El papa San Juan Pablo II cuando iniciaba sus viajes apostólicos que eran comprometidos, a veces desafiantes, siempre se encomendaba a la oración de los enfermos porque sabía que tenía especial cabida en el corazón de Dios. Pero ese hermano que puede hacer tanto en favor de la Iglesia necesita también la cercanía, la ternura, el cariño de la Iglesia expresado por sus hermanos en la fe y necesita escuchar el secreto, porque todos tenemos que escuchar ese secreto, que Dios nos ama.

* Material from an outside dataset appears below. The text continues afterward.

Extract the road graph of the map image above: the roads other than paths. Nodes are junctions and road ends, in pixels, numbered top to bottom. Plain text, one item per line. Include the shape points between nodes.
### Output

Y la Virgen Santísima nos lo dice a nosotros hoy también, desde la Palabra de Dios que acabamos de escuchar. En la Primera Lectura oíamos al profeta Isaías que dice que Dios nos quiere acariciar como una madre acaricia a un niño sobre las rodillas y que quiere ser quien consuele como una madre consuela a sus hijos. Ese es el secreto que nos está diciendo hoy la Virgen Santísima a nosotros: Dios nos ama y nos ama con esa ternura, y acariciarnos, y consolarnos. Venimos acá con nuestras preocupaciones, con nuestros dolores, pero ahí está el corazón de la Madre que acaricia, que consuela. Y la Virgen hace patente la caricia y el consuelo de Dios, porque Dios nos quiere, este es el secreto, Dios nos ama, no porque nosotros conquistemos el amor, porque él nos lo regala antes que nosotros abramos el corazón y tratemos de responderle sintonizando con ese amor que él nos tiene.

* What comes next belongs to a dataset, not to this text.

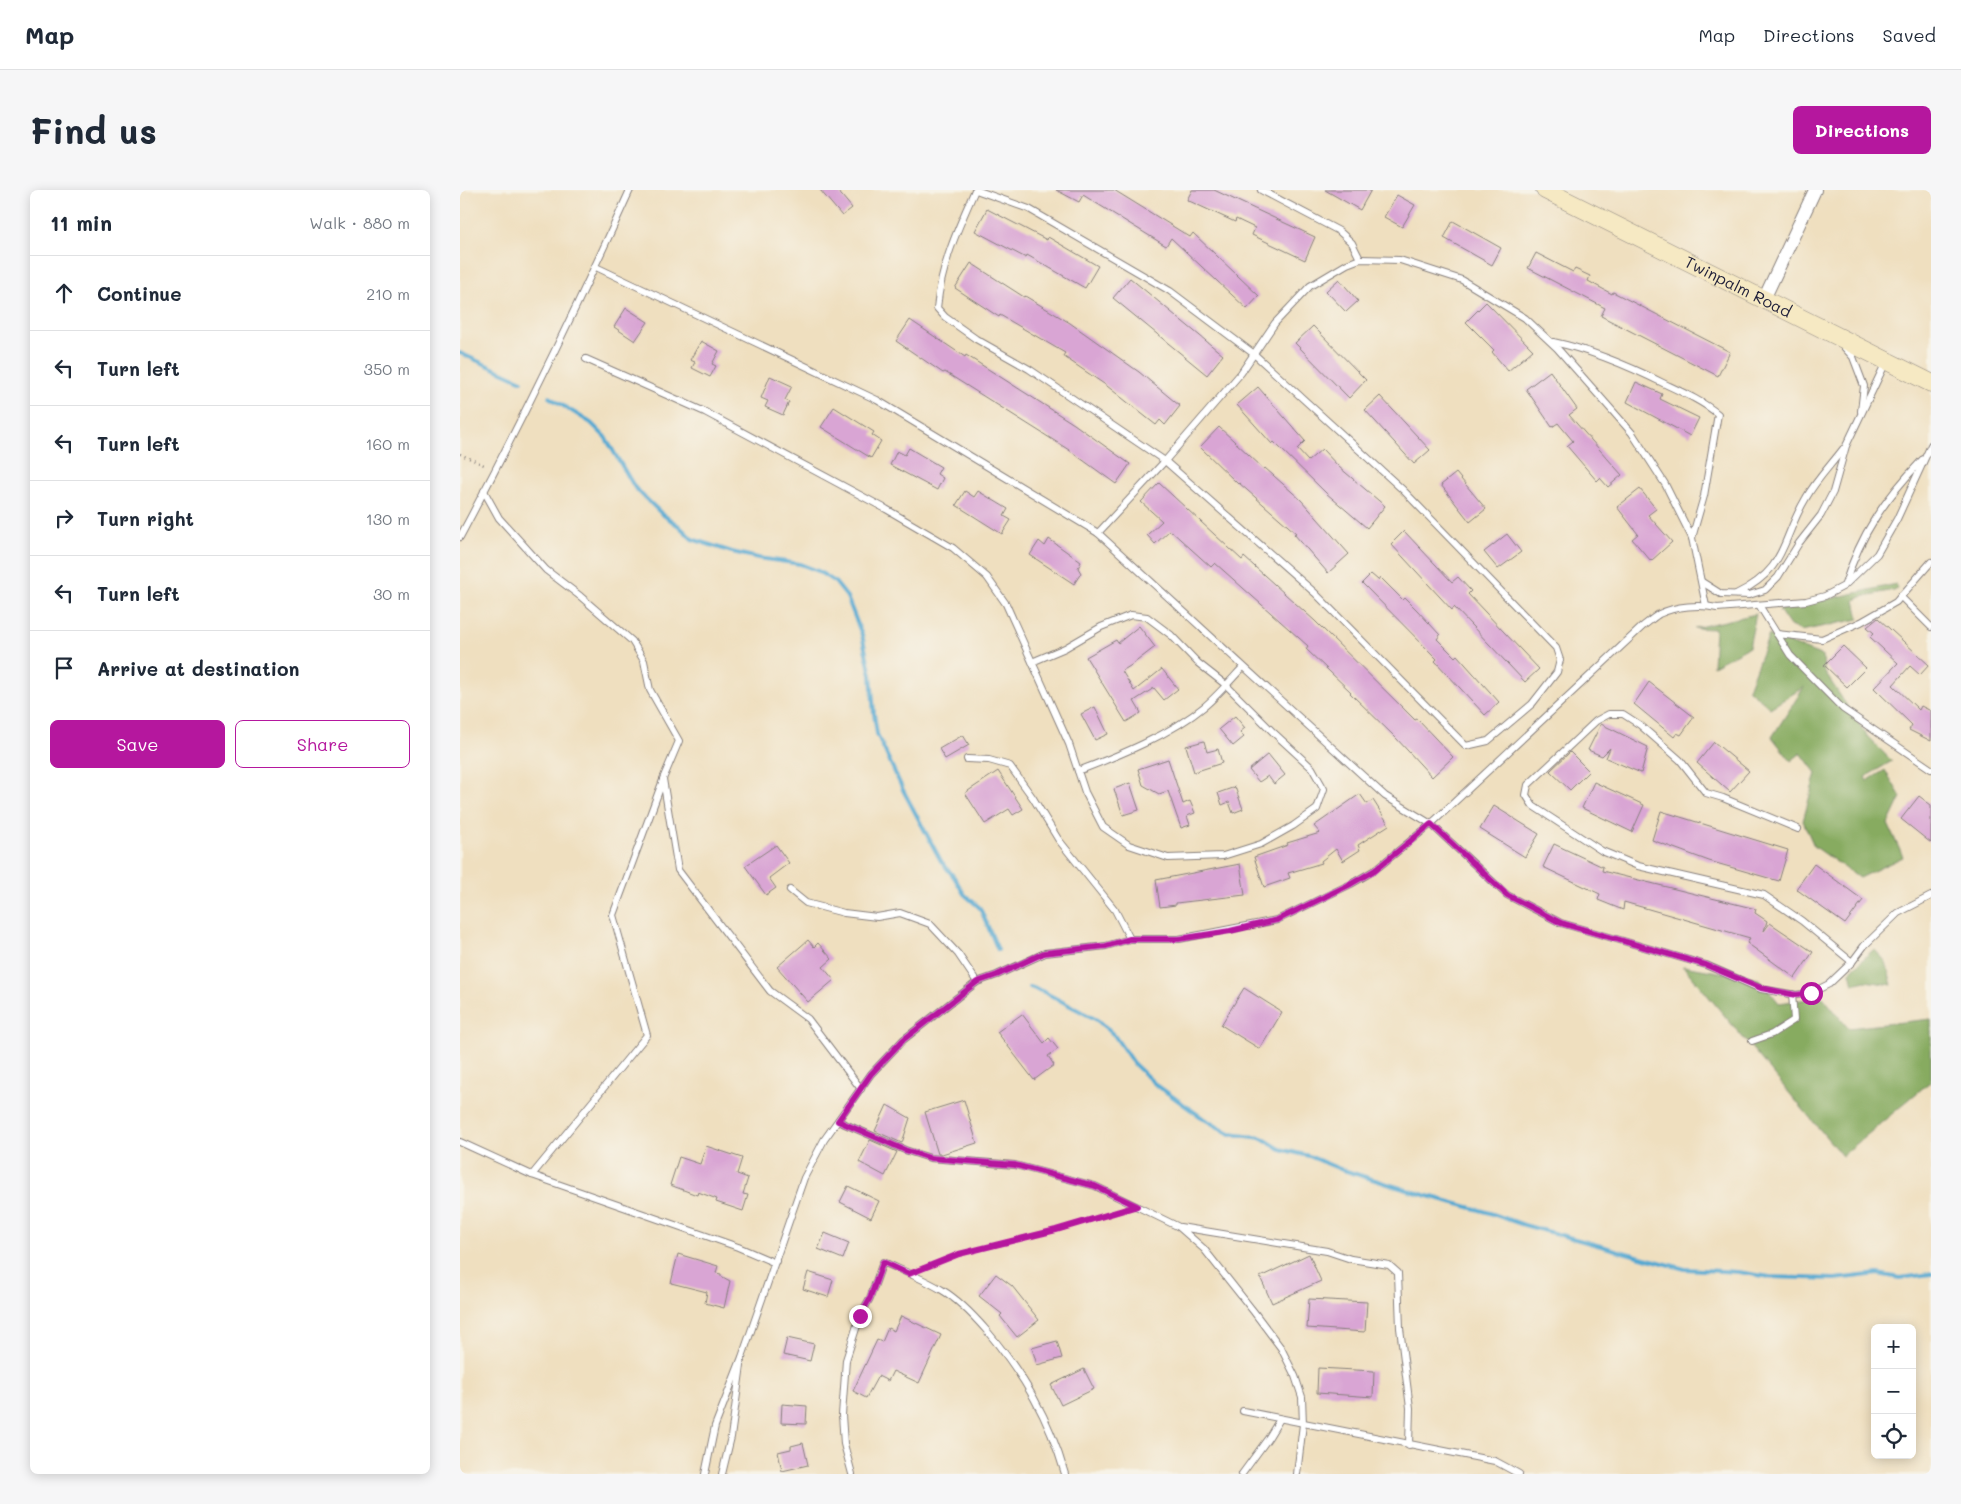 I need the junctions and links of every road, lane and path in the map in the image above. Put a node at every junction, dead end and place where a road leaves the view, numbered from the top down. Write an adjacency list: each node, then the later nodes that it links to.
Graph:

Y lo otro que la Virgen nos dice hoy, el otro secreto: “Hagan todo lo que Jesús les diga”. Se lo dijo a los servidores allí en Caná y nos lo dice hoy acá, en Alta Gracia a nosotros: Hagan todo lo que Jesús les diga. Y ¿qué nos dice Jesús? Pensemos en la Última Cena, en la conversación con los discípulos: “Este es mi mandamiento, ámense  unos a otros”. Es decir, no se perjudiquen unos a otros, respétense, sean bondadosos, ayúdense, estense cerca unos de otros para tenderse una mano fraternal, en los momentos difíciles, en la enfermedad, en las necesidades materiales, en miles de circunstancias que nos tocan atravesar, qué bueno es tener en cuenta esta recomendación de Jesús y de la Virgen: Hagan lo que Jesús les dice.

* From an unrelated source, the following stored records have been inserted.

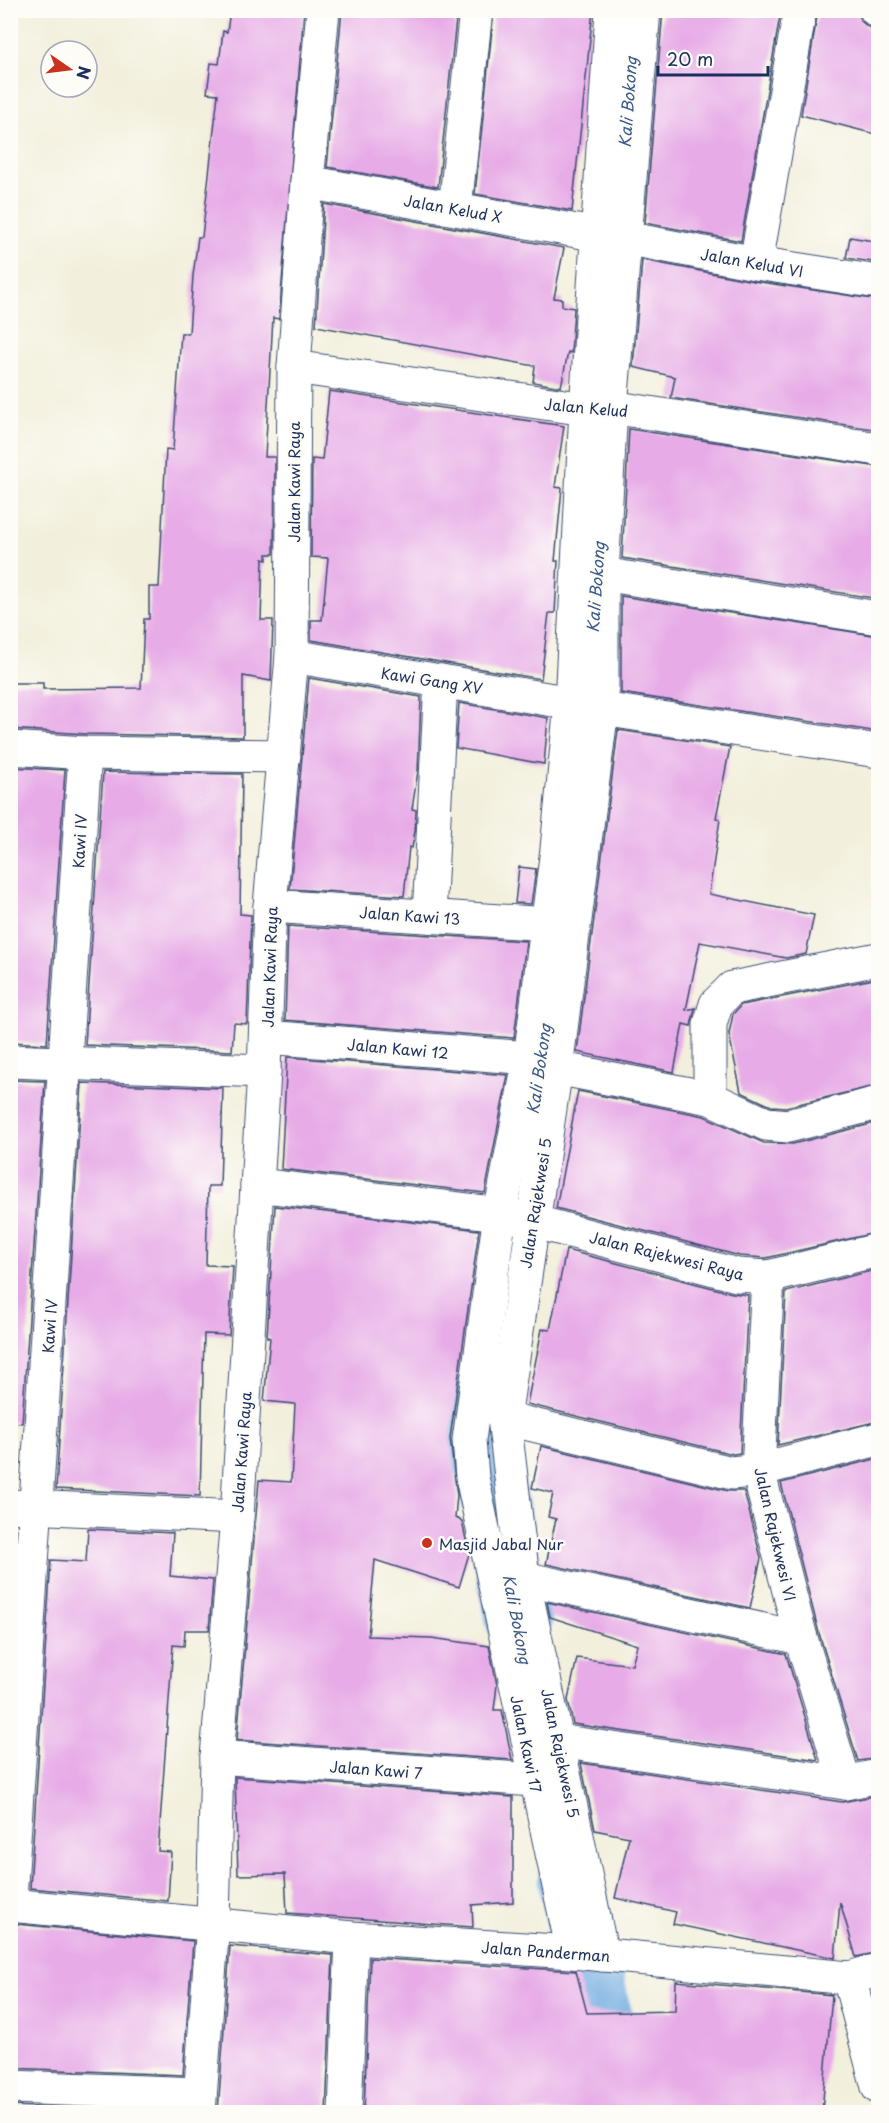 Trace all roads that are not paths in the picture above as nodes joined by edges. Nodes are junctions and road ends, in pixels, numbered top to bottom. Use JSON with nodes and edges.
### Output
{"nodes":[{"id":1,"x":323,"y":10,"type":"edge"},
{"id":2,"x":476,"y":10,"type":"edge"},
{"id":3,"x":612,"y":10,"type":"edge"},
{"id":4,"x":644,"y":10,"type":"edge"},
{"id":5,"x":800,"y":10,"type":"edge"},
{"id":6,"x":307,"y":182,"type":"junction"},
{"id":7,"x":455,"y":208,"type":"junction"},
{"id":8,"x":612,"y":237,"type":"junction"},
{"id":9,"x":756,"y":263,"type":"junction"},
{"id":10,"x":879,"y":282,"type":"edge"},
{"id":11,"x":294,"y":367,"type":"junction"},
{"id":12,"x":600,"y":408,"type":"junction"},
{"id":13,"x":879,"y":449,"type":"edge"},
{"id":14,"x":602,"y":574,"type":"junction"},
{"id":15,"x":879,"y":618,"type":"edge"},
{"id":16,"x":292,"y":656,"type":"junction"},
{"id":17,"x":441,"y":681,"type":"junction"},
{"id":18,"x":587,"y":706,"type":"junction"},
{"id":19,"x":10,"y":748,"type":"edge"},
{"id":20,"x":879,"y":751,"type":"edge"},
{"id":21,"x":85,"y":753,"type":"junction"},
{"id":22,"x":284,"y":756,"type":"junction"},
{"id":23,"x":270,"y":906,"type":"junction"},
{"id":24,"x":429,"y":916,"type":"junction"},
{"id":25,"x":549,"y":924,"type":"junction"},
{"id":26,"x":879,"y":959,"type":"edge"},
{"id":27,"x":266,"y":1037,"type":"junction"},
{"id":28,"x":10,"y":1061,"type":"edge"},
{"id":29,"x":543,"y":1063,"type":"junction"},
{"id":30,"x":66,"y":1065,"type":"junction"},
{"id":31,"x":264,"y":1071,"type":"junction"},
{"id":32,"x":710,"y":1098,"type":"junction"},
{"id":33,"x":879,"y":1103,"type":"edge"},
{"id":34,"x":257,"y":1185,"type":"junction"},
{"id":35,"x":517,"y":1218,"type":"junction"},
{"id":36,"x":879,"y":1250,"type":"edge"},
{"id":37,"x":768,"y":1278,"type":"junction"},
{"id":38,"x":504,"y":1418,"type":"junction"},
{"id":39,"x":879,"y":1439,"type":"edge"},
{"id":40,"x":758,"y":1470,"type":"junction"},
{"id":41,"x":24,"y":1507,"type":"edge"},
{"id":42,"x":237,"y":1517,"type":"junction"},
{"id":43,"x":523,"y":1578,"type":"junction"},
{"id":44,"x":801,"y":1638,"type":"junction"},
{"id":45,"x":558,"y":1741,"type":"junction"},
{"id":46,"x":217,"y":1757,"type":"junction"},
{"id":47,"x":879,"y":1776,"type":"edge"},
{"id":48,"x":534,"y":1780,"type":"junction"},
{"id":49,"x":845,"y":1783,"type":"junction"},
{"id":50,"x":10,"y":1900,"type":"edge"},
{"id":51,"x":10,"y":1905,"type":"edge"},
{"id":52,"x":213,"y":1923,"type":"junction"},
{"id":53,"x":352,"y":1938,"type":"junction"},
{"id":54,"x":588,"y":1954,"type":"junction"},
{"id":55,"x":864,"y":1974,"type":"edge"},
{"id":56,"x":10,"y":2087,"type":"edge"},
{"id":57,"x":879,"y":2087,"type":"edge"},
{"id":58,"x":200,"y":2103,"type":"edge"},
{"id":59,"x":345,"y":2112,"type":"edge"}],
"edges":[{"from":1,"to":6,"type":"street","name":"Jalan Kawi Raya"},
{"from":2,"to":7,"type":"street"},
{"from":3,"to":8,"type":"street"},
{"from":4,"to":8,"type":"street"},
{"from":5,"to":9,"type":"street"},
{"from":6,"to":7,"type":"street","name":"Jalan Kelud X"},
{"from":6,"to":11,"type":"street","name":"Jalan Kawi Raya"},
{"from":7,"to":8,"type":"street","name":"Jalan Kelud X"},
{"from":8,"to":9,"type":"street","name":"Jalan Kelud VI"},
{"from":8,"to":12,"type":"street"},
{"from":9,"to":10,"type":"street","name":"Jalan Kelud VI"},
{"from":11,"to":12,"type":"street","name":"Jalan Kelud"},
{"from":11,"to":16,"type":"street","name":"Jalan Kawi Raya"},
{"from":12,"to":13,"type":"street","name":"Jalan Kelud"},
{"from":12,"to":14,"type":"street"},
{"from":12,"to":18,"type":"street"},
{"from":14,"to":15,"type":"street"},
{"from":14,"to":18,"type":"street"},
{"from":16,"to":17,"type":"street","name":"Kawi Gang XV"},
{"from":16,"to":22,"type":"street","name":"Jalan Kawi Raya"},
{"from":17,"to":18,"type":"street","name":"Kawi Gang XV"},
{"from":17,"to":24,"type":"street"},
{"from":18,"to":20,"type":"street","name":"Kawi Gang XV"},
{"from":18,"to":25,"type":"street"},
{"from":18,"to":29,"type":"street"},
{"from":19,"to":21,"type":"street"},
{"from":21,"to":22,"type":"street"},
{"from":21,"to":30,"type":"street","name":"Kawi IV"},
{"from":22,"to":23,"type":"street","name":"Jalan Kawi Raya"},
{"from":23,"to":24,"type":"street","name":"Jalan Kawi 13"},
{"from":23,"to":27,"type":"street","name":"Jalan Kawi Raya"},
{"from":24,"to":25,"type":"street","name":"Jalan Kawi 13"},
{"from":25,"to":29,"type":"street"},
{"from":26,"to":32,"type":"street"},
{"from":27,"to":29,"type":"street","name":"Jalan Kawi 12"},
{"from":27,"to":31,"type":"street","name":"Jalan Kawi Raya"},
{"from":28,"to":30,"type":"street"},
{"from":29,"to":32,"type":"street","name":"Jalan Kawi 12"},
{"from":29,"to":35,"type":"street"},
{"from":30,"to":31,"type":"street"},
{"from":30,"to":41,"type":"street","name":"Kawi IV"},
{"from":31,"to":34,"type":"street","name":"Jalan Kawi Raya"},
{"from":32,"to":33,"type":"street","name":"Jalan Kawi 12"},
{"from":34,"to":35,"type":"street","name":"Jalan Rajekwesi Raya"},
{"from":34,"to":42,"type":"street","name":"Jalan Kawi Raya"},
{"from":35,"to":37,"type":"street","name":"Jalan Rajekwesi Raya"},
{"from":35,"to":38,"type":"street","name":"Jalan Rajekwesi 5"},
{"from":35,"to":48,"type":"street","name":"Jalan Kawi 17"},
{"from":36,"to":37,"type":"street","name":"Jalan Rajekwesi Raya"},
{"from":37,"to":40,"type":"street","name":"Jalan Rajekwesi VI"},
{"from":38,"to":40,"type":"street"},
{"from":38,"to":43,"type":"street","name":"Jalan Rajekwesi 5"},
{"from":39,"to":40,"type":"street"},
{"from":40,"to":44,"type":"street","name":"Jalan Rajekwesi VI"},
{"from":41,"to":42,"type":"street"},
{"from":41,"to":50,"type":"street","name":"Kawi IV"},
{"from":42,"to":46,"type":"street","name":"Jalan Kawi Raya"},
{"from":43,"to":44,"type":"street"},
{"from":43,"to":45,"type":"street","name":"Jalan Rajekwesi 5"},
{"from":44,"to":49,"type":"street","name":"Jalan Rajekwesi VI"},
{"from":45,"to":49,"type":"street"},
{"from":45,"to":54,"type":"street","name":"Jalan Rajekwesi 5"},
{"from":46,"to":48,"type":"street","name":"Jalan Kawi 7"},
{"from":46,"to":52,"type":"street","name":"Jalan Kawi Raya"},
{"from":47,"to":49,"type":"street"},
{"from":48,"to":54,"type":"street","name":"Jalan Kawi 17"},
{"from":51,"to":52,"type":"street","name":"Jalan Panderman"},
{"from":52,"to":53,"type":"street","name":"Jalan Panderman"},
{"from":52,"to":58,"type":"street","name":"Jalan Kawi Raya"},
{"from":53,"to":54,"type":"street","name":"Jalan Panderman"},
{"from":53,"to":59,"type":"street"},
{"from":54,"to":55,"type":"street","name":"Jalan Panderman"},
{"from":55,"to":57,"type":"street"},
{"from":56,"to":58,"type":"street"}]}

Por eso queridos hermanos yo los invito a que hoy pongamos en manos de la Virgen, en su corazón, nuestras preocupaciones, pero  también pidámosle a ella que nos ayude a conservar en el corazón este secreto, que Dios nos quiere, y dejarnos querer, dejarnos querer por Dios. Y le pedimos a la Virgen también que nos ayude a compartir este secreto, pero desde el corazón, no simplemente como quien repite una cosa archisabida sino como quién comparte una experiencia. “Te digo que Dios nos quiere, porque lo he sentido, porque lo he experimentado en mi vida”. Frente a ese testimonio no hay argumento que lo discuta, tiene toda la fuerza de la realidad que uno ha vivido por eso le pedimos a la Virgen que nos ayude a guardar ese secreto en el corazón y a compartirlo desde el corazón. Que ella nos alcance esta gracia. Que así sea.